The BLADE sequence is based on the so-called "radial sampling" technology, where data is collected not in the conventional k-space (rectilinear pattern), but in concentric circles or blade-like slices (referred to as "blade"). [10]
The PROPELLER sequence also uses the "radial sampling" technique, where data is gathered in blade-like blocks. The term "propeller" refers to the fact that the data acquisition pattern resembles a rotating propeller blade. [11]
The Siemens MR SWI (Susceptibility Weighted Imaging) and GE MR SWAN (Susceptibility Weighted Angiography) sequences operate on similar principles. Both sequences are designed for the sensitive detection of paramagnetic substances present in tissues, such as deoxyhemoglobin, hemosiderin, ferritin, or the iron and calcium content of tissues. These substances cause local magnetic field changes, resulting in characteristic signals on MR images.
These sequences provide high contrast between iron-rich tissues or blood degradation products and normal tissues, in the form of lower signal intensity. They are especially useful for imaging brain microbleeds, vascular malformations (e.g., cavernomas), traumatic brain injuries, iron and calcium accumulation, and for evaluating neurodegenerative diseases (e.g., Parkinson’s disease or Alzheimer’s disease). [12][13]
The GE BRAVO (Brain Volume Imaging) and Siemens MPRAGE (Magnetization Prepared Rapid Acquisition Gradient Echo) sequences are both 3D T1-weighted MRI sequences for brain imaging, neuroimaging, and post-contrast studies. These sequences provide excellent gray-white matter contrast. Their applications include the diagnosis of Alzheimer's disease, multiple sclerosis (MS), and other neurodegenerative disorders. [14][15]
GE and Siemens MRI devices are equipped with advanced imaging and reconstruction technologies that are capable of producing high-quality images not only in standard coronal and sagittal planes but also in arbitrary oblique planes.
Both manufacturers allow automatic 3D image reconstructions, which helps radiographers by removing the need for time-consuming post-processing after the scans.

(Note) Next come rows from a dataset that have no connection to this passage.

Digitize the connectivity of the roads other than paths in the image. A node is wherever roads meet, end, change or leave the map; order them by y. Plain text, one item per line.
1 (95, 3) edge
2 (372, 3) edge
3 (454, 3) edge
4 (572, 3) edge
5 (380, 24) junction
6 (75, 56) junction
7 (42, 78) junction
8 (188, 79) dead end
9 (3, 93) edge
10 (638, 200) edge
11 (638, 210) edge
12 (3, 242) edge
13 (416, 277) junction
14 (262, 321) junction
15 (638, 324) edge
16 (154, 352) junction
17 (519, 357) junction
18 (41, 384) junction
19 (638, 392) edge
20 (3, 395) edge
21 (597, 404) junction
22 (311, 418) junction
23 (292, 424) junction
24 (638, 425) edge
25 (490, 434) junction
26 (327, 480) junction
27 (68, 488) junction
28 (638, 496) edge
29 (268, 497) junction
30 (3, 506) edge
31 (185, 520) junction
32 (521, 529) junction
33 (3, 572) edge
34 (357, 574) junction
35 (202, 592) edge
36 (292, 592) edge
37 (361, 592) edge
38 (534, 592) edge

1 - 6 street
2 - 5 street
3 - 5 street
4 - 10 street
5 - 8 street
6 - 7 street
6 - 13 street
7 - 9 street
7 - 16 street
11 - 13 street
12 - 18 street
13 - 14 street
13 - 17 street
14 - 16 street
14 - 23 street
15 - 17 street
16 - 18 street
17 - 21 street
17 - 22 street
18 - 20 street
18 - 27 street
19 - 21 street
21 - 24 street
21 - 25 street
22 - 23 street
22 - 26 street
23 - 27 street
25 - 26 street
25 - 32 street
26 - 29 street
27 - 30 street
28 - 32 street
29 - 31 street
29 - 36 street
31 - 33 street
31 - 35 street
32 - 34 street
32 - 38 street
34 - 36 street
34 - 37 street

During MR angiography and MRCP procedures, in addition to automatic and manual image rotation, spatial reconstructions are possible, such as maximum intensity projection (MIP) or volume rendering (VR) techniques, which further enhance the visualization of vascular and biliary structures. These technologies are especially useful for depicting complex anatomical structures, such as tumors, vascular malformations, or biliary strictures.